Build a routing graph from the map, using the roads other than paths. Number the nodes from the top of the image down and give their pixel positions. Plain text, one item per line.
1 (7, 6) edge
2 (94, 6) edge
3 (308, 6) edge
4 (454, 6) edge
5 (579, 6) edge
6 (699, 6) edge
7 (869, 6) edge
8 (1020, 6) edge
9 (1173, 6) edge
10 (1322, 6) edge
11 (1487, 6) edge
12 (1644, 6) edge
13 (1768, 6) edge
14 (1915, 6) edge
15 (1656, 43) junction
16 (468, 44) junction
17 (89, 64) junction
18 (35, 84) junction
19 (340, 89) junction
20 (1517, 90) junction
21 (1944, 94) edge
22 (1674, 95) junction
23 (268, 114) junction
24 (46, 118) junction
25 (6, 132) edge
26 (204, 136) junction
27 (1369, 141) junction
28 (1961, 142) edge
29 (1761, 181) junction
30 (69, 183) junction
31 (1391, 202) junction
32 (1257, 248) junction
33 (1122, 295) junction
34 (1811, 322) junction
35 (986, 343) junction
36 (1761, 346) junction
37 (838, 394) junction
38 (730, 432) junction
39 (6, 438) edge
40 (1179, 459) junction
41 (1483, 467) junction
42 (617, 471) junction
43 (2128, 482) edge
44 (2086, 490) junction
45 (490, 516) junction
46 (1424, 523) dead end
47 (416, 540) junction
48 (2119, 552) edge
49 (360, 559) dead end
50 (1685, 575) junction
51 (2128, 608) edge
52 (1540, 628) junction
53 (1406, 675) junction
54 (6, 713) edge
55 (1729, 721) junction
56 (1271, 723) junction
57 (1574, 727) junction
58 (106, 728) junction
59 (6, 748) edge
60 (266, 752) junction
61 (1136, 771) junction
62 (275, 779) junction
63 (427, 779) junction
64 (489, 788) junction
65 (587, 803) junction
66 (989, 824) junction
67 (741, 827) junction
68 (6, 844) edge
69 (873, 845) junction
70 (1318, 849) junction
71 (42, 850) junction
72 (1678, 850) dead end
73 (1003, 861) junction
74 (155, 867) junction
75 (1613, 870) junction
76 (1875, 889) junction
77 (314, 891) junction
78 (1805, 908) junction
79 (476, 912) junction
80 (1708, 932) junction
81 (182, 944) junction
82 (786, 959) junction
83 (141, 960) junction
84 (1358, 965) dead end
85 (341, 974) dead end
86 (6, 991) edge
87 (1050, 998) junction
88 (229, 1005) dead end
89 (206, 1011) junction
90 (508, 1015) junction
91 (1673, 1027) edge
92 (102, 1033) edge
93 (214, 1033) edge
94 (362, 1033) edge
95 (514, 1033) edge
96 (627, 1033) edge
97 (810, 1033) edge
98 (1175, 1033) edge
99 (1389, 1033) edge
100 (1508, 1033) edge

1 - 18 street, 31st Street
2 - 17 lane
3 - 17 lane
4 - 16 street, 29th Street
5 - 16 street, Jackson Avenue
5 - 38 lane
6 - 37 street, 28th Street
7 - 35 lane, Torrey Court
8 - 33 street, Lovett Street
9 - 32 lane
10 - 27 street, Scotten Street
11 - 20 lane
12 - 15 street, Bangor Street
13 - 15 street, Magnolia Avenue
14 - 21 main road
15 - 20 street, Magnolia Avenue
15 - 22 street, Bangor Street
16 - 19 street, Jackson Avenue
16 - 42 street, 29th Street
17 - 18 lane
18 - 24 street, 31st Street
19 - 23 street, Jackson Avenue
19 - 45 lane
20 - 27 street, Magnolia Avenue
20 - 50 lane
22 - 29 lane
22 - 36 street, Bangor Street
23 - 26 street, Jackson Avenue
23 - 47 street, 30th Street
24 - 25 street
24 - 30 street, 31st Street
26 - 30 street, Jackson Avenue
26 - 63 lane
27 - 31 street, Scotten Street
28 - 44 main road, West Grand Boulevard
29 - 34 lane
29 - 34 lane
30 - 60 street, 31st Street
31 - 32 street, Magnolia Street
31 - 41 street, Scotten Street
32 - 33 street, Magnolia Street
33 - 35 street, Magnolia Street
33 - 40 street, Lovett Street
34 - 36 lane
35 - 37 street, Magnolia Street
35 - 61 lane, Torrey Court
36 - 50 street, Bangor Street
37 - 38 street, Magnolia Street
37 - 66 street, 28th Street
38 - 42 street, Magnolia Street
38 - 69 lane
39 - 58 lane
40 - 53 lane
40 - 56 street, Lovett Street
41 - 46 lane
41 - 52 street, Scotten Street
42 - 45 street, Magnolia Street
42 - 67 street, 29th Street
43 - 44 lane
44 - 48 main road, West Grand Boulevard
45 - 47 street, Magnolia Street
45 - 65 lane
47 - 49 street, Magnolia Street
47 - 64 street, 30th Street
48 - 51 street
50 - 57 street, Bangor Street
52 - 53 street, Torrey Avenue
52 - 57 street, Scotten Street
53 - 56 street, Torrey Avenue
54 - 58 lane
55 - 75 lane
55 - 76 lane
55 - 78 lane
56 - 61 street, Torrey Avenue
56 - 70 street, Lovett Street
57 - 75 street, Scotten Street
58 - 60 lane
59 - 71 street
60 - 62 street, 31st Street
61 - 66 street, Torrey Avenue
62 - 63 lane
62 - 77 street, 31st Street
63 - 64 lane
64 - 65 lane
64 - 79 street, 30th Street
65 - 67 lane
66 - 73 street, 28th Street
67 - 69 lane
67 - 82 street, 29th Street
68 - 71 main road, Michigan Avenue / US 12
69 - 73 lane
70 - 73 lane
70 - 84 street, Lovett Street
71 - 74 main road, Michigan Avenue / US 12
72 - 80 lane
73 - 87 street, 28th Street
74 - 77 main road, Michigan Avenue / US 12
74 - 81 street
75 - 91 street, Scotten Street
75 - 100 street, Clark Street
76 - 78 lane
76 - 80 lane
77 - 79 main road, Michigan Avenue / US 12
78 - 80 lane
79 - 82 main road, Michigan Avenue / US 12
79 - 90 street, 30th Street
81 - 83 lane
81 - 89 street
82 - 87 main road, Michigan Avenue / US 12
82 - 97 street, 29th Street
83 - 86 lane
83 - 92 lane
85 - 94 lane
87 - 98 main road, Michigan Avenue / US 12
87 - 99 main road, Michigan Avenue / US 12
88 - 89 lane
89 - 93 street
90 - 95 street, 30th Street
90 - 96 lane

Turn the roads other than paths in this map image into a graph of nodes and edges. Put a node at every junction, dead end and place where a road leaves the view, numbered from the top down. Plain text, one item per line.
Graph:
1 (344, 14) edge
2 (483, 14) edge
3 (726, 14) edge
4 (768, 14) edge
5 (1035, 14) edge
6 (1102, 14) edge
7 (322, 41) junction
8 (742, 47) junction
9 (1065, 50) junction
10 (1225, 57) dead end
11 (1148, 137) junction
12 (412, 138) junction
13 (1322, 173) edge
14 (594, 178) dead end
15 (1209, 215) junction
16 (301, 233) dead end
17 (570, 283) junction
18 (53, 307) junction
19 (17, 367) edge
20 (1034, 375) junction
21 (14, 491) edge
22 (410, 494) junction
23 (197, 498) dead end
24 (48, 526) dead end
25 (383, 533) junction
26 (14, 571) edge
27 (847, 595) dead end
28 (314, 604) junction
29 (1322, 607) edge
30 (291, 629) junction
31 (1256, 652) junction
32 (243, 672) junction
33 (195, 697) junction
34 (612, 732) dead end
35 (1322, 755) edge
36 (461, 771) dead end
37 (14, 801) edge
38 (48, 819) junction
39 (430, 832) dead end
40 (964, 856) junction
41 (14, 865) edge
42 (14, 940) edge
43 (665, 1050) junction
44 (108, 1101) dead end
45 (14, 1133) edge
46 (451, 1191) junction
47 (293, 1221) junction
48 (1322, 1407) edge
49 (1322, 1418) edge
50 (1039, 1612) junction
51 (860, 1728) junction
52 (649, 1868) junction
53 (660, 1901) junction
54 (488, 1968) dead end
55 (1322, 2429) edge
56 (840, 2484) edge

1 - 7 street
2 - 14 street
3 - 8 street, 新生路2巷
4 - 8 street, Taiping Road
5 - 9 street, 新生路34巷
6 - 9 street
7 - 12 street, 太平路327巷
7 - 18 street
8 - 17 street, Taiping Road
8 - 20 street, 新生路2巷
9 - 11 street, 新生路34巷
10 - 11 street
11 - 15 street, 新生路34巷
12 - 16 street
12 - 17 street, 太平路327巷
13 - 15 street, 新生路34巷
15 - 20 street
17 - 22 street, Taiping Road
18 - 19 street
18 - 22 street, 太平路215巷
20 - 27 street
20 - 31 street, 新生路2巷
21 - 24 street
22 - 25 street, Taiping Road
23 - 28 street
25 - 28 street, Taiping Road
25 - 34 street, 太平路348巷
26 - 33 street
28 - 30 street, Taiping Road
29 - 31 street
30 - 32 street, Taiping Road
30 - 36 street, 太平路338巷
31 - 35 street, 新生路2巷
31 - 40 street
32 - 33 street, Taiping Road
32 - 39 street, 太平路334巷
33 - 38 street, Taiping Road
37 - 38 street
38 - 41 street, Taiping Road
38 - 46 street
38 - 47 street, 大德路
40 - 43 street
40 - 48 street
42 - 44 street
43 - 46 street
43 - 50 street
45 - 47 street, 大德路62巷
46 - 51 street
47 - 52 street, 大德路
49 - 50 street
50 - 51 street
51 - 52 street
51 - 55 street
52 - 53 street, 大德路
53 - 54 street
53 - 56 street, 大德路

Activity
Each line containing the word "paths" needs to be copied from the data above.

Response to this exercise
Build a routing graph from the map, using the roads other than paths. Number the nodes from the top of the image down and give their pixel positions. Plain text, one item per line.
Turn the roads other than paths in this map image into a graph of nodes and edges. Put a node at every junction, dead end and place where a road leaves the view, numbered from the top down. Plain text, one item per line.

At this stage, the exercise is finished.